2.2 Game Definition (Template)

A game definition is a read-only template. It lives under games/<game-id>/ and contains everything needed to start a new playthrough.

games/lost-island/
  game.yaml                 # Metadata: title, description, character list, chapter order
  world.yaml                # Setting, tone, rules — one short paragraph each
  characters/
    maya.yaml
    joaquin.yaml
  chapters/
    01-the-crash.yaml
    02-survival.yaml
    03-the-discovery.yaml

2.3 Save Directory (Runtime)

A save is a copy of the game definition plus runtime state. It is a git repository.
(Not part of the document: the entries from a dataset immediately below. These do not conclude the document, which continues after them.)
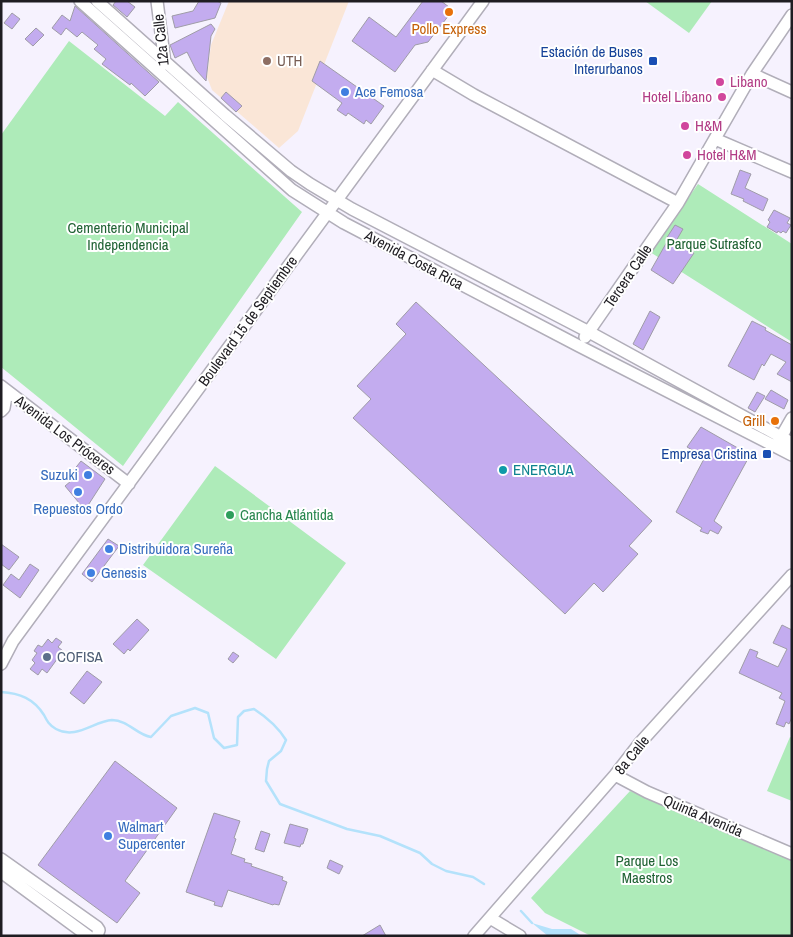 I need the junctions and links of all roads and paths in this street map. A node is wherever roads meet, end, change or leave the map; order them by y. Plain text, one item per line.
1 (80, 1) edge
2 (97, 1) edge
3 (157, 1) edge
4 (483, 1) edge
5 (792, 15) edge
6 (165, 62) junction
7 (432, 70) junction
8 (752, 74) junction
9 (164, 78) junction
10 (792, 92) edge
11 (715, 139) junction
12 (792, 172) edge
13 (337, 200) junction
14 (678, 202) junction
15 (328, 213) junction
16 (589, 332) junction
17 (579, 346) junction
18 (3, 391) edge
19 (1, 411) edge
20 (790, 423) edge
21 (777, 442) junction
22 (792, 443) edge
23 (792, 455) edge
24 (130, 484) junction
25 (792, 575) edge
26 (13, 641) junction
27 (1, 651) edge
28 (1, 664) edge
29 (615, 775) junction
30 (792, 854) edge
31 (1, 858) edge
32 (1, 872) edge
33 (490, 918) junction
34 (517, 934) edge
35 (88, 936) edge
36 (97, 936) edge
37 (474, 936) edge

1 - 9 street, Avenida Costa Rica
2 - 6 street, Avenida Costa Rica
3 - 6 street, 12a Calle
4 - 7 street, Boulevard 15 de Septiembre
5 - 8 street, Tercera Calle
6 - 9 street, 12a Calle
6 - 13 street, Avenida Costa Rica
7 - 13 street, Boulevard 15 de Septiembre
7 - 14 street
8 - 10 street
8 - 11 street, Tercera Calle
9 - 15 street, Avenida Costa Rica
11 - 12 street
11 - 14 street, Tercera Calle
13 - 15 street, Boulevard 15 de Septiembre
13 - 16 street, Avenida Costa Rica
14 - 16 street, Tercera Calle
15 - 17 street, Avenida Costa Rica
15 - 24 street, Boulevard 15 de Septiembre
16 - 17 street, Tercera Calle
16 - 21 street, Avenida Costa Rica
17 - 21 street, Avenida Costa Rica
18 - 19 street
18 - 24 street, Avenida Los Próceres
20 - 21 street
21 - 22 street, Avenida Costa Rica
21 - 23 street, Avenida Costa Rica
24 - 26 street, Boulevard 15 de Septiembre
25 - 29 street, 8a Calle
26 - 27 street, Boulevard 15 de Septiembre
26 - 28 street, Boulevard 15 de Septiembre
29 - 30 street, Quinta Avenida
29 - 33 street, 8a Calle
31 - 36 street
32 - 35 street
33 - 34 street
33 - 37 street, 8a Calle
New files are added as play progresses; game definition files are never modified.

saves/lost-island-001/
  .git/                     # Git repo — one commit per turn
  game.yaml                 # Copied from game definition (immutable)
  world.yaml                # Copied from game definition (immutable)
  characters/
    maya.yaml               # Copied from game definition (immutable)
    joaquin.yaml            # Copied from game definition (immutable)
  chapters/
    01-the-crash.yaml       # Copied from game definition (immutable)
    02-survival.yaml        # Copied from game definition (immutable)
  state.yaml                # Created at save init — mutable, updated each turn
  conversation.yaml         # Created at save init — append-only, one entry per message
  memory/
    maya.yaml               # Created when Maya first acts — rolling memory per character
    joaquin.yaml            # Created when Joaquin first acts
  summaries.yaml            # Chapter summaries — appended as chapters complete

3. Data Models

All models use Pydantic v2 (BaseModel). Field descriptions serve as documentation. Models define model_config = ConfigDict(extra="forbid") to catch typos in YAML.

3.1 Game Metadata

# src/theact/models/game.py

from pydantic import BaseModel, ConfigDict

class GameMeta(BaseModel):
    """Top-level game definition metadata. Loaded from game.yaml."""
    model_config = ConfigDict(extra="forbid")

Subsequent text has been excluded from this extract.